The problem with all of these methods though is that data is persisted, but the strategy to actually recover it is left as an exercise for the reader. And in my experience, never implemented and data is never actually reviewed/recovered in practice. The scenarios where a "recycling bin" is actually needed usually ends up encoded as a user-facing business requirement that ends up having an actually well-defined, non-generic, and actually recoverable logic that has nothing to do with the generically applicable soft/hard/audit strategies.
I agree it's very rare, if ever, that business folks require to undelete data.
But I have to say, with the developer hat on, softdeleted rows helped me debug systems more than once. With that said, softdeleted rows also wasted my time more than I'd like to admit while exploring data only to realize I was looking at stale, deleted data.

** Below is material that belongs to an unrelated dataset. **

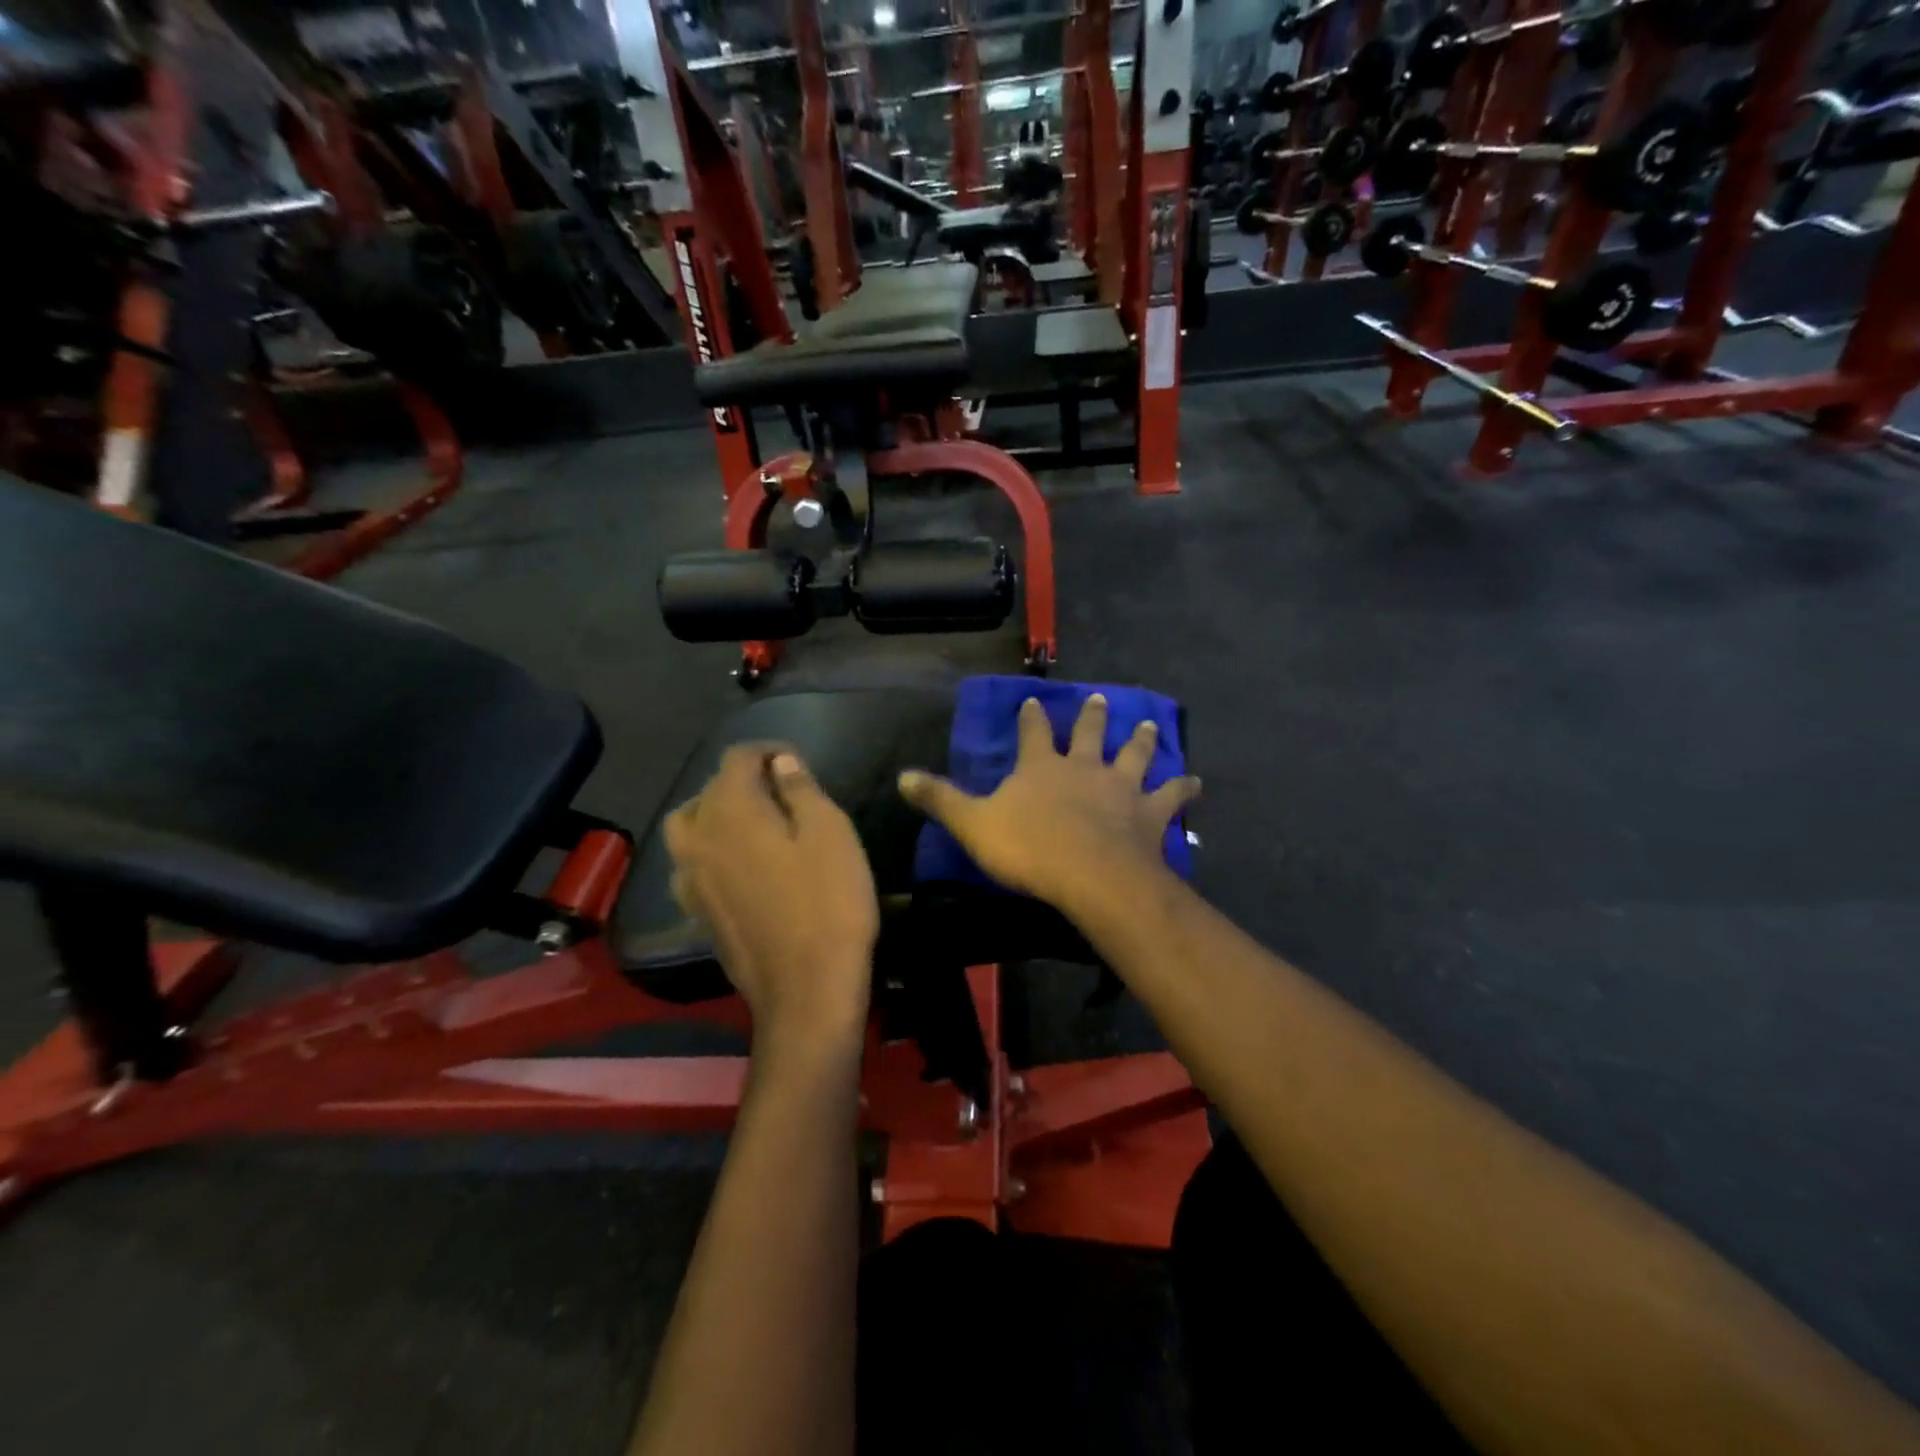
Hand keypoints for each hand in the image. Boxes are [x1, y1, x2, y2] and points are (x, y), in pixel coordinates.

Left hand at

an audit table is useful for that purpose. soft delete is product of the confused mind, thinking one can get data recovery for almost-free. Audit tables admit that at best it'll be a manual process to be custom-designed for the problem at hand, when it comes to it
I'm currently in the process of migrating back to hard-delete from soft-delete on my current company's codebase. We use a slightly different approach of using triggers to do cascade deletes. It's just very difficult to maintain as the product grows bigger. All those additional overhead to create additional rules for every table and the scope for human error. Overall, I dont recommend anyone take the route of soft-deletes unless it's absolutely required.
Not a fan of soft deleting, but as I sit here I wonder if using an RLS policy to limit to anything without a deleted field would make the whole “forgetting a where” a bit easier? I’m not sure the performance would be great though
For example, you don't soft-delete a customer row, you "deactivate" a customer, and change logic that looks at customer-related entities to fit that. The "Customers" page that shouldn't show those anymore gets retitled to "Active Customers." Later there will be either process for reactivating customers or for using a permanently deactivated customer as a template for a new one.
What goes wrong with the classic soft-delete approach? The one where every table has a boolean is_deleted column and hopefully the deleting code updates the correct subgraph of records at the same time?
It typically rots as you expand your model and add features. It's not clear what significance different tables have, and you you can't "restore" things with any reliability or safety. That may be because of relational/index conflicts, or because you don't have enough information about how it was originally deleted to actually "restore" something that is both correct and useful, or because there are actually 3 different kinds of restoration schemes/scopes but current problem calls for a fourth.